- WHAT YOU NEED TO DO: For the data below, give the number of lines containing "Flynn" and nothing more.

- EXCERPTED DATA:
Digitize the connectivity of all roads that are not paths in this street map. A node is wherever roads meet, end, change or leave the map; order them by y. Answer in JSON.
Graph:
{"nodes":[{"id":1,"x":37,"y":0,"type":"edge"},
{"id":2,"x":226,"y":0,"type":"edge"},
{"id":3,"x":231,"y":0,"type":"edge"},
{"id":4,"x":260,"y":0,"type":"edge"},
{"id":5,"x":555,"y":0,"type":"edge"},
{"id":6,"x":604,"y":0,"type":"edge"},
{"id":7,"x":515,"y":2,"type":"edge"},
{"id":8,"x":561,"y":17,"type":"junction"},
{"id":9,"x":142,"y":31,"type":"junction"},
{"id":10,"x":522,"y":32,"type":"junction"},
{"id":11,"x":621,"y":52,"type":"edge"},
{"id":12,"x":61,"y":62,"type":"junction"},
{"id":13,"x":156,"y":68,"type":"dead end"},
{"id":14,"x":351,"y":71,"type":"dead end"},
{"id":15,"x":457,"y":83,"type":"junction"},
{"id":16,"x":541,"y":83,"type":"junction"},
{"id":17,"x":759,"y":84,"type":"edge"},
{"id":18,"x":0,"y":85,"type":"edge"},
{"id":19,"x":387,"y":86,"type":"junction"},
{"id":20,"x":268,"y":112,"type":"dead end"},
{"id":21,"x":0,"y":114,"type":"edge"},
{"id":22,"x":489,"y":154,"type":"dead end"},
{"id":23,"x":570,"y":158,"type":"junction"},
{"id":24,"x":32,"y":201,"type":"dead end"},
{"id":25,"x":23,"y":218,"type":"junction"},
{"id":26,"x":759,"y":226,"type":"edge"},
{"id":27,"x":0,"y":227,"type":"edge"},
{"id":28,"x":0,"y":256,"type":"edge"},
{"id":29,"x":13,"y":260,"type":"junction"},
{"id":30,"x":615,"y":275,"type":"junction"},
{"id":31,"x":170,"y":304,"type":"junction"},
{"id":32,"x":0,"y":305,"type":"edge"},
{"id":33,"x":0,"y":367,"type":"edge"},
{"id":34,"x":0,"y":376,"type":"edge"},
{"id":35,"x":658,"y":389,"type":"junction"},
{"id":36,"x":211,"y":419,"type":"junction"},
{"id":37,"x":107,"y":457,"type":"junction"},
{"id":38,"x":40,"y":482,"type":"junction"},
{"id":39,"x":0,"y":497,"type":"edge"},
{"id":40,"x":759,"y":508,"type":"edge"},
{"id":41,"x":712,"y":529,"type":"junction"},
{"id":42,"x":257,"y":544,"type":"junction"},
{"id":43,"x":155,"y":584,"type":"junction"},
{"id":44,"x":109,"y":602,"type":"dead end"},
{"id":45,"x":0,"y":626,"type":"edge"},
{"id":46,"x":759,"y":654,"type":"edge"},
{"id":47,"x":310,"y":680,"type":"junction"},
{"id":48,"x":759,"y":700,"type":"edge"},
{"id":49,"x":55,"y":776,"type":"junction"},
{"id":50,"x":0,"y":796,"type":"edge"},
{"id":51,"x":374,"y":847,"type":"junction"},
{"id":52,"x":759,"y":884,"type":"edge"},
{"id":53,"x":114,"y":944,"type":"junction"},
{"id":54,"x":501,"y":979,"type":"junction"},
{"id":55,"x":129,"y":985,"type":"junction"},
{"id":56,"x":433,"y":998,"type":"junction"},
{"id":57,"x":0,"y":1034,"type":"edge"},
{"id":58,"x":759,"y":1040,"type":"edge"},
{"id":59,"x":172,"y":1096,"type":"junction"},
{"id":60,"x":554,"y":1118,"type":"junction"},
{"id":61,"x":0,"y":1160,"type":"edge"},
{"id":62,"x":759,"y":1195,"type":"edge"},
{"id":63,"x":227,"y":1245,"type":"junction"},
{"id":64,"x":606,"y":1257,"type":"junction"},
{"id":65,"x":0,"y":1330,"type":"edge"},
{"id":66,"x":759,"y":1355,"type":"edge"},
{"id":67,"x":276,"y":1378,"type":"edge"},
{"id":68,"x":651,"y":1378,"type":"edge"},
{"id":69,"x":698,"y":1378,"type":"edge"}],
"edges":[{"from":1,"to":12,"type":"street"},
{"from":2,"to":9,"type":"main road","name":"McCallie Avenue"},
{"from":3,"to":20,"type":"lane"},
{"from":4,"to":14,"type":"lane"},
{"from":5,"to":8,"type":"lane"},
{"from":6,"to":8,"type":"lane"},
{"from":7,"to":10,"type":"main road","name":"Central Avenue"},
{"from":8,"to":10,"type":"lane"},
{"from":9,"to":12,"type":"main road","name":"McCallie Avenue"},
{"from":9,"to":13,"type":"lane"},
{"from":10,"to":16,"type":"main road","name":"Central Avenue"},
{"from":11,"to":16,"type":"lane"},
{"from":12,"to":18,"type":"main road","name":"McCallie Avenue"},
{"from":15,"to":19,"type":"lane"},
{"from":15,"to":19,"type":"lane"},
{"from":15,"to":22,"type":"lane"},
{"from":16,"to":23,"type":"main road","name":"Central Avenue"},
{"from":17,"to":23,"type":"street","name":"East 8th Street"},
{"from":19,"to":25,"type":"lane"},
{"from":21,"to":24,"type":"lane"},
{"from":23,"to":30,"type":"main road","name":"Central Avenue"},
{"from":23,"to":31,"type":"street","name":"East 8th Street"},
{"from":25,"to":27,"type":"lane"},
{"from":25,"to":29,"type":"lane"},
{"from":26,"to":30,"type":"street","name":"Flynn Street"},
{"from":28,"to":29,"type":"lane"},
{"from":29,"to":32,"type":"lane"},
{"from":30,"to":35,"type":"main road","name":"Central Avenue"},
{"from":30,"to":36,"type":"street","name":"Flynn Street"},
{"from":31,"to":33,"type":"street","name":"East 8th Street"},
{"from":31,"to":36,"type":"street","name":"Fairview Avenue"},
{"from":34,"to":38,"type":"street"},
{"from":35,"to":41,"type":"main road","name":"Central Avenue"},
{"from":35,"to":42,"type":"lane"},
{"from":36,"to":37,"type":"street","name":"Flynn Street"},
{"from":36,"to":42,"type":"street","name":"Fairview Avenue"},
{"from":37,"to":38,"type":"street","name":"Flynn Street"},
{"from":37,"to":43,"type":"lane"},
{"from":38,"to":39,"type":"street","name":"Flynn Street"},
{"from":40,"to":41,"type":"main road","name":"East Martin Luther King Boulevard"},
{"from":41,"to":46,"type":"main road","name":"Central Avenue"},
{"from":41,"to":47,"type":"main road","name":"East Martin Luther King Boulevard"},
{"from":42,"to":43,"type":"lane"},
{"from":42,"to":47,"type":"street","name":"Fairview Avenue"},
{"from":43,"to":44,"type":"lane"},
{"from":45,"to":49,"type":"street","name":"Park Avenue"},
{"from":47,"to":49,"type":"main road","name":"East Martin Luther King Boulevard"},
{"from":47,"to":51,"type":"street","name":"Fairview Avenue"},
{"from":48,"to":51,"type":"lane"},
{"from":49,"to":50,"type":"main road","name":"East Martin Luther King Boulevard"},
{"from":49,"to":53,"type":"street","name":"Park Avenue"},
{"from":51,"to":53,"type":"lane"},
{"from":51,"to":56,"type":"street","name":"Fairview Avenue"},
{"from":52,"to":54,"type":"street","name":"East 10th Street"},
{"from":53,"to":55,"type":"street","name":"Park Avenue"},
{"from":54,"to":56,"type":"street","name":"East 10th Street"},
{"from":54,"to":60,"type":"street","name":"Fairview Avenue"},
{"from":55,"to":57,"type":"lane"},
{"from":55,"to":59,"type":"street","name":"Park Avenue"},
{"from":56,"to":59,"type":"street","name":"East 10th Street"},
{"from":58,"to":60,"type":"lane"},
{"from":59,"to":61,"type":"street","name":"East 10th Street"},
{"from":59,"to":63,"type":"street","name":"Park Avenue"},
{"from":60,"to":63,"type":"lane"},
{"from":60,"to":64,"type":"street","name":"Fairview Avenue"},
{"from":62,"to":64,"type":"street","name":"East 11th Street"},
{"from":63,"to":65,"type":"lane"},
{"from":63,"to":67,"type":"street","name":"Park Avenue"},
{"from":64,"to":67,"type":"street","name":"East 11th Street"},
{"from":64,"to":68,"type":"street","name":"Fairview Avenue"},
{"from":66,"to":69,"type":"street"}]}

- RESPONSE TO THIS EXERCISE: 5